Sticks and Stones Read online

Page 5


  Ethan shrugged, shaking his head. “That’s a question your pa tackled with many years after that night at that shotgun shack.”

  Leah took another drink of coffee, considering everything she just heard. “Okay, so let’s say for argument’s sake Harry Stork wasn’t the Stickman and the real Stickman’s still out there. Why did he wait fifteen years to start killin’ again?”

  “I can’t answer that, either. All I can say is the MO and signature were perfect. Dead-on,” Ethan said. “No pun intended, by any means.”

  “Maybe Harry Stork told someone how he did it before he died?” Leah offered.

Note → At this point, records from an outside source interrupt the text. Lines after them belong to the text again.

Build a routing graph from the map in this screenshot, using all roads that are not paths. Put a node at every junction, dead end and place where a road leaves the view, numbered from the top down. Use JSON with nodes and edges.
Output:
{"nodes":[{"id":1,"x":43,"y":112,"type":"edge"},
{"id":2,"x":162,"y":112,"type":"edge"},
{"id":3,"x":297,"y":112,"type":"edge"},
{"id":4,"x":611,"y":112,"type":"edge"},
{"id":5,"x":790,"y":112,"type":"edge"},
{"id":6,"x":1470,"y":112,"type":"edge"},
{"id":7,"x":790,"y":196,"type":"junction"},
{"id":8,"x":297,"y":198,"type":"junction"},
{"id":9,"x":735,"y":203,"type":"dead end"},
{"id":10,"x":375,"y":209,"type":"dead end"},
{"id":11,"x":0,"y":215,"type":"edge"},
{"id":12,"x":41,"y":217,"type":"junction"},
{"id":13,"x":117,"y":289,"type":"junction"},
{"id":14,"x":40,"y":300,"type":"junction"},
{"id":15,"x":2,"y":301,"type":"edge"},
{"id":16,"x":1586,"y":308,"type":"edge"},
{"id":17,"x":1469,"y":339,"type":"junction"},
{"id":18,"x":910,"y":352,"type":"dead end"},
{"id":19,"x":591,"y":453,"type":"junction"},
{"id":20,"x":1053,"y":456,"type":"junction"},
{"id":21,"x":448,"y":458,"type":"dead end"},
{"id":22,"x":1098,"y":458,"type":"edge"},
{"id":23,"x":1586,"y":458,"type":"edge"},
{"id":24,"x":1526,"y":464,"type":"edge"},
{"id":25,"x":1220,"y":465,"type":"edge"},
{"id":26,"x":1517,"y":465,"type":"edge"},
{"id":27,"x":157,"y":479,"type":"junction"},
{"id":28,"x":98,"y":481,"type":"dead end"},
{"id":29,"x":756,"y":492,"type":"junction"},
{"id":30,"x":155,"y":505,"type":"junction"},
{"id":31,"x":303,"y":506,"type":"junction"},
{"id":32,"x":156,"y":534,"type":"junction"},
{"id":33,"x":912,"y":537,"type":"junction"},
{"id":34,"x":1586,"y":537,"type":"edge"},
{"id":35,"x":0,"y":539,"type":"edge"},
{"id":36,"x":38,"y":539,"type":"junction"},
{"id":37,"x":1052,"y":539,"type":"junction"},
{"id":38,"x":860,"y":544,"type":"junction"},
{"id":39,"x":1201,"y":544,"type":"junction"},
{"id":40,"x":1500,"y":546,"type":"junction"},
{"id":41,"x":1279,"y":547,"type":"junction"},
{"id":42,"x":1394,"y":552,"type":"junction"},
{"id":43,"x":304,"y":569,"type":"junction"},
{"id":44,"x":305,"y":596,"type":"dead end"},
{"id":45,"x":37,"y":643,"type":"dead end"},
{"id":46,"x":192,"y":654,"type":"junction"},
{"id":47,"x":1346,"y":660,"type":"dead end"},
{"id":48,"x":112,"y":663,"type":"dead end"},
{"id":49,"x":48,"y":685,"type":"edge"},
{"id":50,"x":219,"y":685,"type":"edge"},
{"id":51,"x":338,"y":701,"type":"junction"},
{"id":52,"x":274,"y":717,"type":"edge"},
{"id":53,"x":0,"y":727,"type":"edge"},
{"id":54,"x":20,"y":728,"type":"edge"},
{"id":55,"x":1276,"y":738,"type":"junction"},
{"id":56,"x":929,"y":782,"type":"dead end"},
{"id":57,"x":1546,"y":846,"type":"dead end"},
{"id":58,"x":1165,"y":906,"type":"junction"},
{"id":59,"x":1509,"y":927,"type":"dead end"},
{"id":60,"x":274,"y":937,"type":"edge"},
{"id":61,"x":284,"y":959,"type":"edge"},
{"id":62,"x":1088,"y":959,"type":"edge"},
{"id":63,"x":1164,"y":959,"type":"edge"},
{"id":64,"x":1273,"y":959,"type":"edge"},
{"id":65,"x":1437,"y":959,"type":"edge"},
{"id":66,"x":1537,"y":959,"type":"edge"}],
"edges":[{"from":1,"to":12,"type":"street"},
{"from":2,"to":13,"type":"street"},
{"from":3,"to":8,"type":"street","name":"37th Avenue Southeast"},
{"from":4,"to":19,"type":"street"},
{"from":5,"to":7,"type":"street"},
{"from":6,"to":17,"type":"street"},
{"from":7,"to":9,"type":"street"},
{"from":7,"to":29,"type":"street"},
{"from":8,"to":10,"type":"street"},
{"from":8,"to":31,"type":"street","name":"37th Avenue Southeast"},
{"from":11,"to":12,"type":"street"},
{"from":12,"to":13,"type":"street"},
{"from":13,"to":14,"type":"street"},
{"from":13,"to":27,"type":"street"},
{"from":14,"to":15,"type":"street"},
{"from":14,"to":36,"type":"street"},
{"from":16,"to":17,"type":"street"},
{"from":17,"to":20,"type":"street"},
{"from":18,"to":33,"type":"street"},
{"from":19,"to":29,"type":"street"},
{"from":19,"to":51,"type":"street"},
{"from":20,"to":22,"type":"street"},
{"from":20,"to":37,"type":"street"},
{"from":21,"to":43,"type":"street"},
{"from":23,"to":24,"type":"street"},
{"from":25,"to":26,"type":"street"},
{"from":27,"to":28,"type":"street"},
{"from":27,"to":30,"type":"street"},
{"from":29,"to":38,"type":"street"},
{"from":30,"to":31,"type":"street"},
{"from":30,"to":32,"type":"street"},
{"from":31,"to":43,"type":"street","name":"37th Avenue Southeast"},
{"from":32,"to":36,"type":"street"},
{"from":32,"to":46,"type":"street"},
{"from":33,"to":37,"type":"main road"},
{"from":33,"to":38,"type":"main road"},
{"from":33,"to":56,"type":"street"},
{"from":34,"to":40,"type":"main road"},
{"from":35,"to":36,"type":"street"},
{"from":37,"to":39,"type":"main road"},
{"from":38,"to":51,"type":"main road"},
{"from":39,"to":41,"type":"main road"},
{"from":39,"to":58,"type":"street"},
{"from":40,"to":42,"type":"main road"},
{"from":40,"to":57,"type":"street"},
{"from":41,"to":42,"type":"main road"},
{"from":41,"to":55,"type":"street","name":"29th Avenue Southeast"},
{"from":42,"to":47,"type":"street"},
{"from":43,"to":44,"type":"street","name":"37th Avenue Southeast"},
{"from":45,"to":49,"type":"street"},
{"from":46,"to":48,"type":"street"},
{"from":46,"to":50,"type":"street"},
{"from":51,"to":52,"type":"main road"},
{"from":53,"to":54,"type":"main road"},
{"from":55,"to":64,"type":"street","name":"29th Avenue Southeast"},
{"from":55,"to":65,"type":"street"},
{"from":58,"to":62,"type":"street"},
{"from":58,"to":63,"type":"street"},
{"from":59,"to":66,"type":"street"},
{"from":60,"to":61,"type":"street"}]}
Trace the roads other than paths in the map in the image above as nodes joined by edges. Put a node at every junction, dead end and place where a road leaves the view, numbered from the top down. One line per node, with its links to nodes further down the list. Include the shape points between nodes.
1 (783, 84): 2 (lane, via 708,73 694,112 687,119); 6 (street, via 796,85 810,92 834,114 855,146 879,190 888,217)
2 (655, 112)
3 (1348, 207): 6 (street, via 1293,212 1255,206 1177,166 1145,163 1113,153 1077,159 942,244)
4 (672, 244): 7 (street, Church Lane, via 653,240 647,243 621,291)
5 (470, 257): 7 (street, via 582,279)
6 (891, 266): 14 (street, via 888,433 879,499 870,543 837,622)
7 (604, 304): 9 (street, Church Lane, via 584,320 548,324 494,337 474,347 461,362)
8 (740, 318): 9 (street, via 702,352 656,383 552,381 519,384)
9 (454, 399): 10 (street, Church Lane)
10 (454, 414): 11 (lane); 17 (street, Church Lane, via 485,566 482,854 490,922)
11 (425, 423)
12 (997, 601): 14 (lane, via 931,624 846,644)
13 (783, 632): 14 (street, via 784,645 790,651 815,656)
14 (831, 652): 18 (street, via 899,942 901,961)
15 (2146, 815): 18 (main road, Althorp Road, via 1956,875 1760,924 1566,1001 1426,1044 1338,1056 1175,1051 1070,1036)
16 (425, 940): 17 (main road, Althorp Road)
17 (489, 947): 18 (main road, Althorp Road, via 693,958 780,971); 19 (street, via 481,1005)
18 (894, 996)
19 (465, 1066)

  “Maybe. Or maybe Harry Stork wasn’t the Stickman. Leah, the simplest answer is usually the right one. It’s why folk like things simple. Why complicate it? Harry Stork wasn’t the Stickman. Your pa shot the wrong guy.”

  “I can’t accept that.” She felt tears sting the back of her eyes. “I can’t accept that what Jacqueline Powers called ‘the Holy Grail of his career’ might be a . . . a mistake. This is my pa’s legacy you’re running down. I can’t accept it.” She shook her head, trying not to cry. “I can’t, Ethan. I just can’t.”

  “Well, until we capture whoever murdered that woman last night, you’re goin’ to have to consider the possibility. But for God’s sake, don’t let this case eat your life away like your pa did.”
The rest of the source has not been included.